■ PROBLEM DETAILS ■
Check each line of the records below and collect those that include the word "Loop".

■ DATASET CONTENT ■
══════════

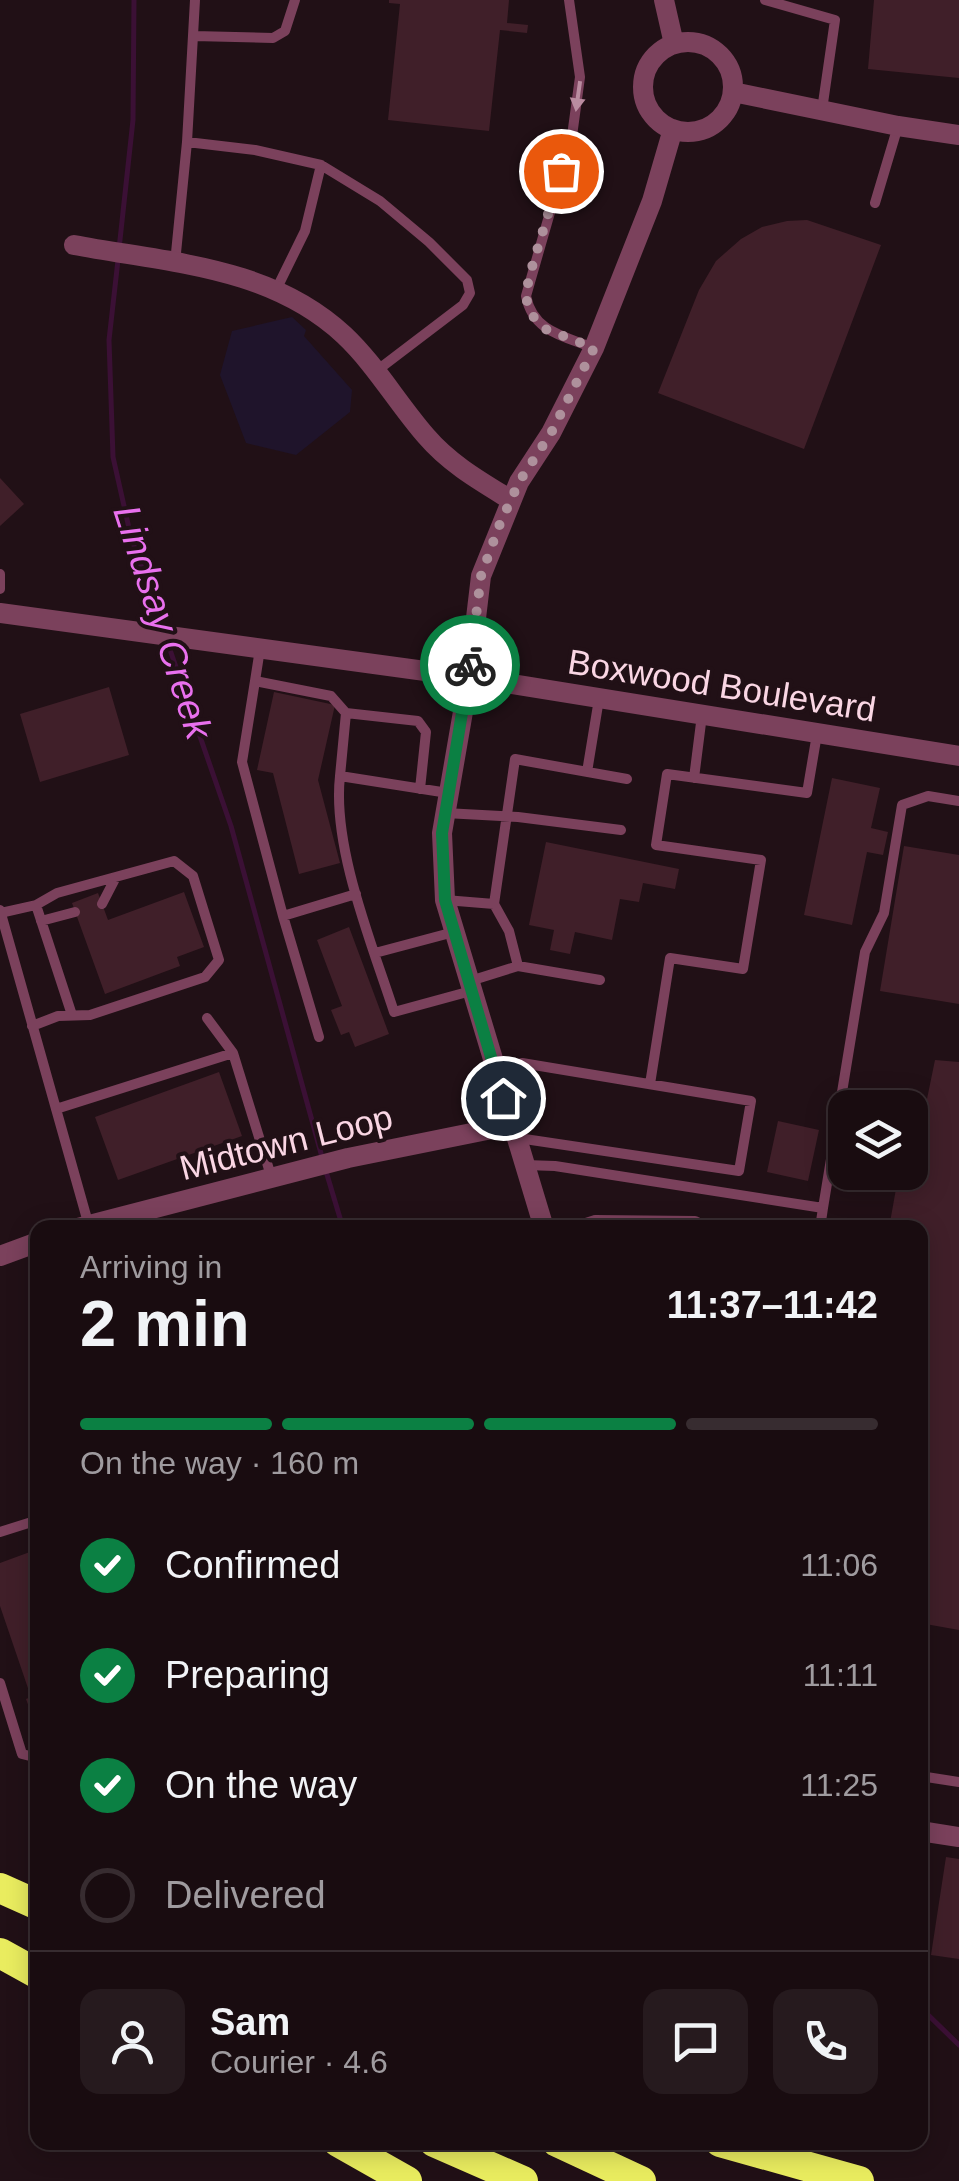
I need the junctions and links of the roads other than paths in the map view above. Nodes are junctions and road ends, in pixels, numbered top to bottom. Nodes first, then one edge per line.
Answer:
1 (194, 0) edge
2 (295, 0) edge
3 (569, 0) edge
4 (664, 0) edge
5 (766, 0) edge
6 (194, 36) junction
7 (674, 44) junction
8 (732, 92) junction
9 (822, 110) junction
10 (898, 126) junction
11 (673, 129) junction
12 (959, 135) edge
13 (187, 142) junction
14 (321, 165) junction
15 (875, 204) dead end
16 (74, 245) dead end
17 (175, 264) junction
18 (276, 290) junction
19 (594, 348) junction
20 (374, 372) junction
21 (511, 500) junction
22 (0, 574) edge
23 (0, 589) edge
24 (0, 613) edge
25 (260, 648) junction
26 (469, 677) junction
27 (256, 680) junction
28 (599, 698) junction
29 (346, 713) junction
30 (702, 714) junction
31 (818, 733) junction
32 (959, 756) edge
33 (587, 772) junction
34 (340, 776) junction
35 (694, 778) junction
36 (628, 779) dead end
37 (420, 788) junction
38 (959, 800) edge
39 (446, 803) junction
40 (504, 818) junction
41 (621, 830) dead end
42 (116, 877) junction
43 (356, 894) junction
44 (445, 900) junction
45 (102, 904) dead end
46 (494, 904) junction
47 (36, 905) junction
48 (0, 911) edge
49 (75, 912) dead end
50 (284, 916) junction
51 (41, 921) junction
52 (454, 932) junction
53 (375, 954) junction
54 (518, 966) junction
55 (600, 980) dead end
56 (470, 986) junction
57 (72, 1015) junction
58 (207, 1018) dead end
59 (32, 1026) junction
60 (318, 1037) dead end
61 (233, 1053) junction
62 (495, 1072) junction
63 (650, 1084) junction
64 (56, 1110) junction
65 (513, 1132) junction
66 (524, 1165) junction
67 (272, 1179) junction
68 (824, 1208) junction
69 (84, 1220) edge
70 (109, 1220) edge
71 (541, 1220) edge
72 (822, 1220) edge
73 (30, 1245) edge
74 (0, 1256) edge
75 (30, 1523) edge
76 (0, 1532) edge
77 (0, 1683) edge
78 (30, 1756) edge
79 (928, 1777) edge
80 (959, 1782) edge
81 (928, 1832) edge
82 (959, 1837) edge
83 (0, 1887) edge
84 (30, 1899) edge
85 (0, 1943) edge
86 (0, 1953) edge
87 (30, 1956) edge
88 (30, 1970) edge
89 (352, 2150) edge
90 (452, 2150) edge
91 (574, 2150) edge
92 (749, 2150) edge
93 (407, 2181) edge
94 (523, 2181) edge
95 (641, 2181) edge
96 (859, 2181) edge

1 - 6 lane
2 - 6 lane
3 -> 19 lane
4 - 7 street
5 - 9 lane
6 - 13 lane
7 - 8 street
7 - 11 street
8 - 9 street
8 - 11 street
9 - 10 street
10 - 12 street
10 - 15 lane
11 - 19 street
13 - 14 lane
13 - 17 lane
14 - 18 lane
14 - 20 lane
16 - 17 street
17 - 18 street
18 - 20 street
19 - 21 street
20 - 21 street
21 - 26 street
22 - 23 lane
24 - 25 street, Boxwood Boulevard
25 - 26 street, Boxwood Boulevard
25 - 27 lane
26 - 28 street, Boxwood Boulevard
26 - 39 street
27 - 29 lane
27 - 50 lane
28 - 30 street, Boxwood Boulevard
28 - 33 lane
29 - 34 lane
29 - 37 lane
30 - 31 street, Boxwood Boulevard
30 - 35 lane
31 - 32 street, Boxwood Boulevard
31 - 35 lane
33 - 36 lane
33 - 40 lane
34 - 37 lane
34 - 43 lane
35 - 63 lane
37 - 39 lane
38 - 68 lane
39 - 40 lane
39 - 44 street
40 - 41 lane
40 - 46 lane
42 - 45 lane
42 - 47 lane
42 - 57 lane
43 - 50 lane
43 - 53 lane
44 - 46 lane
44 - 52 street
46 - 54 lane
47 - 48 lane
47 - 51 lane
48 - 59 lane
49 - 51 lane
50 - 60 lane
51 - 57 lane
52 - 53 lane
52 - 56 street
53 - 56 lane
54 - 55 lane
54 - 56 lane
56 - 62 street
57 - 59 lane
58 - 61 lane
59 - 64 lane
61 - 64 lane
61 - 67 lane
62 - 63 lane
62 - 65 street
63 - 65 lane
64 - 69 lane
65 - 66 street
65 - 67 street, Midtown Loop
66 - 68 lane
66 - 71 street
67 - 70 street, Midtown Loop
68 - 72 lane
73 - 74 street
75 - 76 lane
77 - 78 lane
79 - 80 lane
81 - 82 street
83 - 84 highway
85 - 87 highway
86 - 88 highway
89 - 93 highway
90 - 94 highway
91 - 95 highway
92 - 96 highway

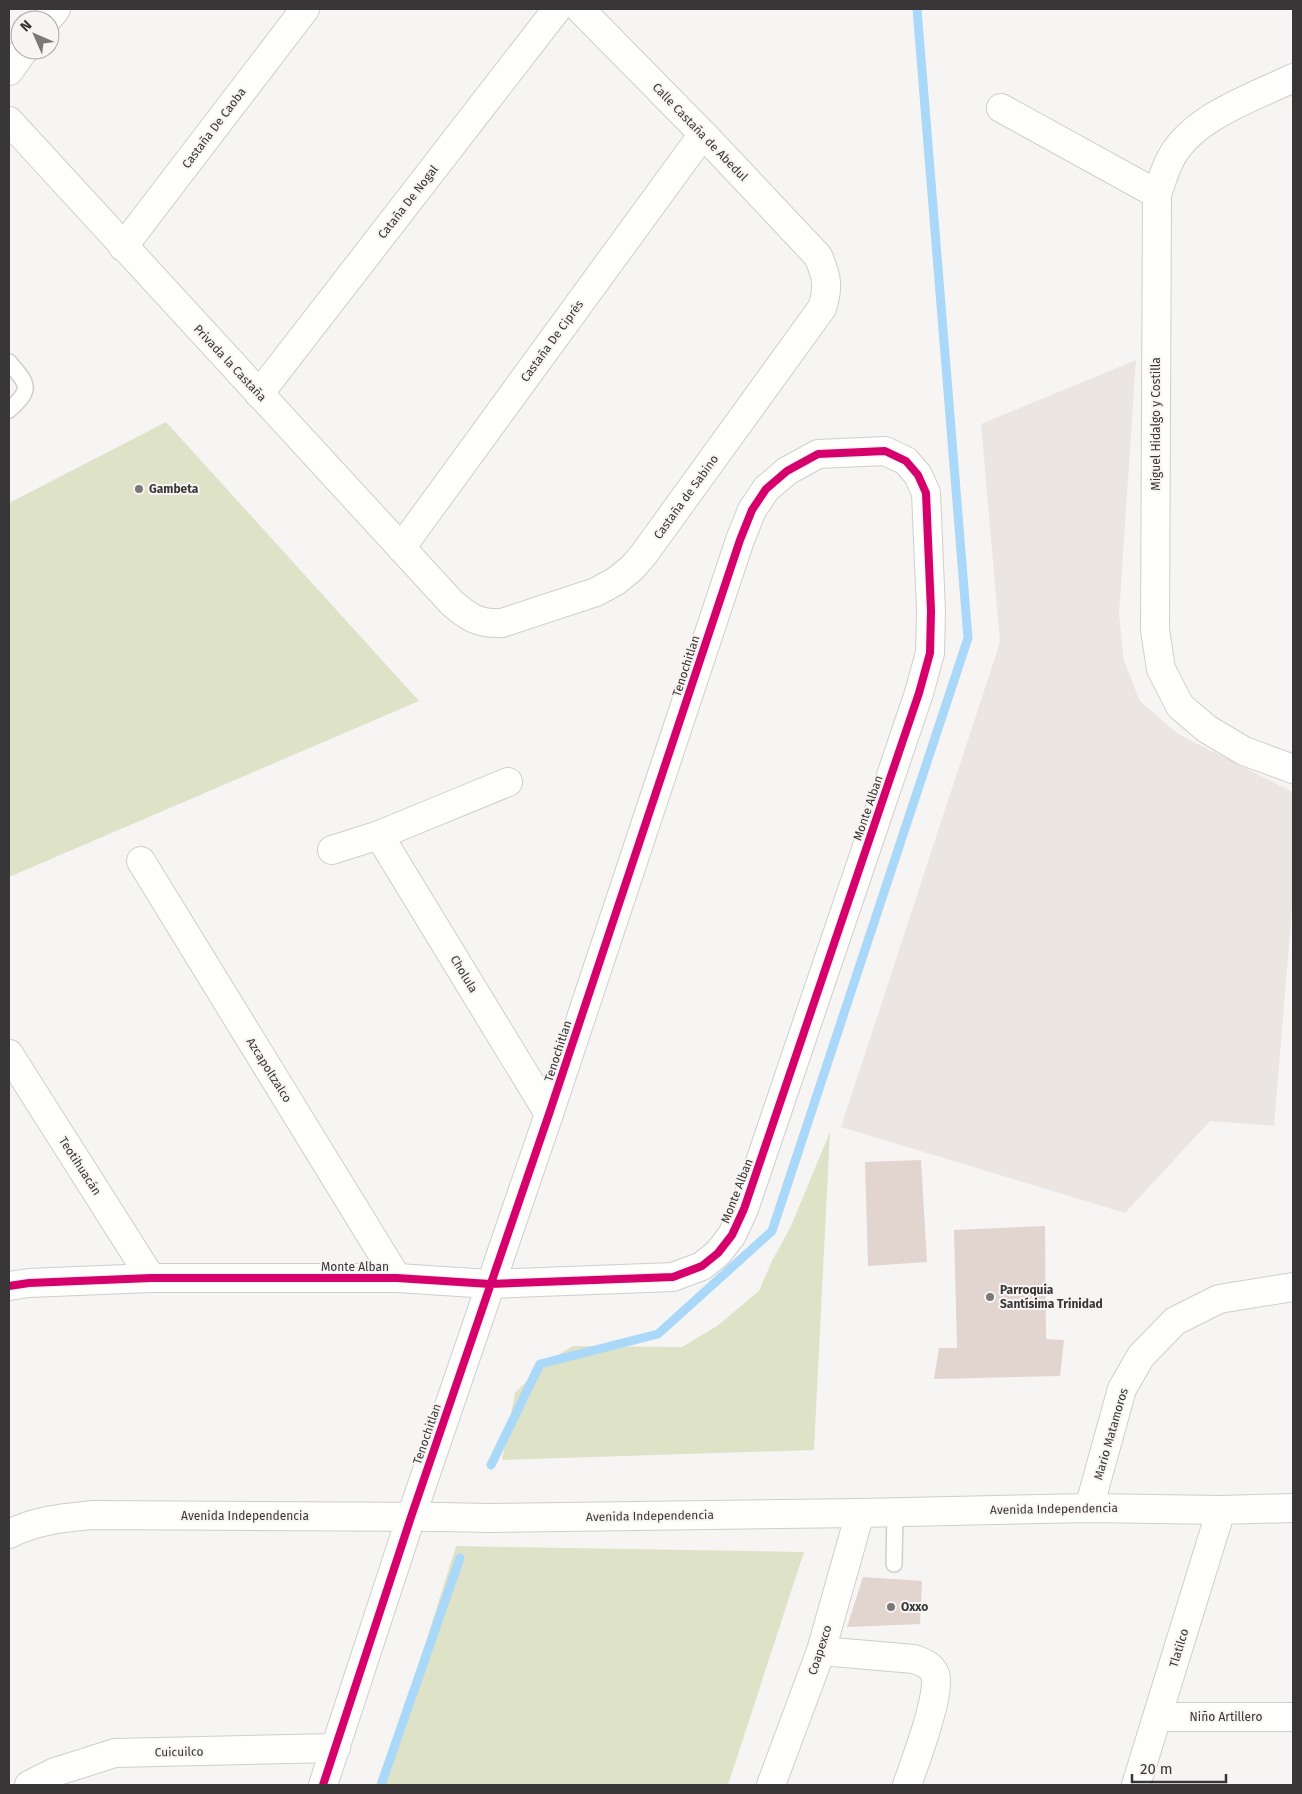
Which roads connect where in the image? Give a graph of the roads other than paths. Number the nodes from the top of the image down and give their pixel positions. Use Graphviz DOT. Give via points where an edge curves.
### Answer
graph roads {
  1 [pos="305,9"];
  2 [pos="557,9"];
  3 [pos="580,9"];
  4 [pos="17,60"];
  5 [pos="9,71"];
  6 [pos="1293,78"];
  7 [pos="1001,108"];
  8 [pos="9,122"];
  9 [pos="703,134"];
  10 [pos="1158,194"];
  11 [pos="124,247"];
  12 [pos="818,256"];
  13 [pos="9,362"];
  14 [pos="259,394"];
  15 [pos="9,410"];
  16 [pos="918,475"];
  17 [pos="401,548"];
  18 [pos="452,603"];
  19 [pos="1293,769"];
  20 [pos="508,782"];
  21 [pos="379,835"];
  22 [pos="332,850"];
  23 [pos="141,861"];
  24 [pos="9,1054"];
  25 [pos="549,1114"];
  26 [pos="151,1278"];
  27 [pos="397,1278"];
  28 [pos="490,1284"];
  29 [pos="9,1286"];
  30 [pos="1293,1287"];
  31 [pos="1089,1508"];
  32 [pos="1293,1508"];
  33 [pos="1221,1510"];
  34 [pos="895,1512"];
  35 [pos="860,1513"];
  36 [pos="411,1517"];
  37 [pos="9,1534"];
  38 [pos="894,1564"];
  39 [pos="821,1651"];
  40 [pos="1158,1717"];
  41 [pos="1293,1717"];
  42 [pos="336,1748"];
  43 [pos="29,1785"];
  44 [pos="323,1785"];
  45 [pos="771,1785"];
  46 [pos="907,1785"];
  47 [pos="1136,1785"];
  1 -- 11 [label="street, Castaña De Caoba"];
  2 -- 14 [label="street, Cataña De Nogal"];
  3 -- 9 [label="street, Calle Castaña de Abedul"];
  4 -- 5 [label="street"];
  6 -- 10 [label="street, Miguel Hidalgo y Costilla" via="1209,118 1185,137 1169,161"];
  7 -- 10 [label="street"];
  8 -- 11 [label="street, Privada la Castaña"];
  9 -- 12 [label="street, Calle Castaña de Abedul"];
  9 -- 17 [label="street, Castaña De Ciprés"];
  10 -- 19 [label="street, Miguel Hidalgo y Costilla" via="1155,630 1161,669 1180,706 1207,729 1244,751"];
  11 -- 14 [label="street, Privada la Castaña"];
  12 -- 18 [label="street, Castaña de Sabino" via="827,293 822,308 632,568 616,582 596,592 502,623 477,621"];
  13 -- 15 [label="lane" via="21,376 26,391"];
  14 -- 17 [label="street, Privada la Castaña"];
  16 -- 25 [label="street, Tenochitlan" via="906,461 885,451 818,454 787,471 766,490 752,510"];
  16 -- 28 [label="street, Monte Alban" via="926,493 932,611 930,653 751,1190 732,1235 702,1266 673,1277"];
  17 -- 18 [label="street, Privada la Castaña"];
  20 -- 21 [label="street"];
  21 -- 22 [label="street"];
  21 -- 25 [label="street, Cholula"];
  23 -- 27 [label="street, Azcapoltzalco"];
  24 -- 26 [label="street, Teotihuacán"];
  25 -- 28 [label="street, Tenochitlan"];
  26 -- 27 [label="street, Monte Alban"];
  26 -- 29 [label="street, Monte Alban"];
  27 -- 28 [label="street, Monte Alban"];
  28 -- 36 [label="street, Tenochitlan"];
  30 -- 31 [label="street, Mario Matamoros" via="1219,1299 1175,1321 1140,1356 1122,1388"];
  31 -- 33 [label="street, Avenida Independencia"];
  31 -- 34 [label="street, Avenida Independencia"];
  32 -- 33 [label="street, Avenida Independencia"];
  33 -- 40 [label="street, Tlatilco"];
  34 -- 35 [label="street, Avenida Independencia"];
  34 -- 38 [label="lane"];
  35 -- 36 [label="street, Avenida Independencia"];
  35 -- 39 [label="street, Coapexco"];
  36 -- 37 [label="street, Avenida Independencia" via="93,1515 50,1519"];
  36 -- 42 [label="street, Tenochitlan"];
  39 -- 45 [label="street, Coapexco"];
  39 -- 46 [label="street" via="914,1659 926,1663 935,1672 934,1700"];
  40 -- 41 [label="street, Niño Artillero"];
  40 -- 47 [label="street, Tlatilco"];
  42 -- 43 [label="street, Cuicuilco" via="115,1753 55,1772"];
  42 -- 44 [label="street, Tenochitlan"];
}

══════════

■ WRITTEN REPLY ■
65 - 67 street, Midtown Loop
67 - 70 street, Midtown Loop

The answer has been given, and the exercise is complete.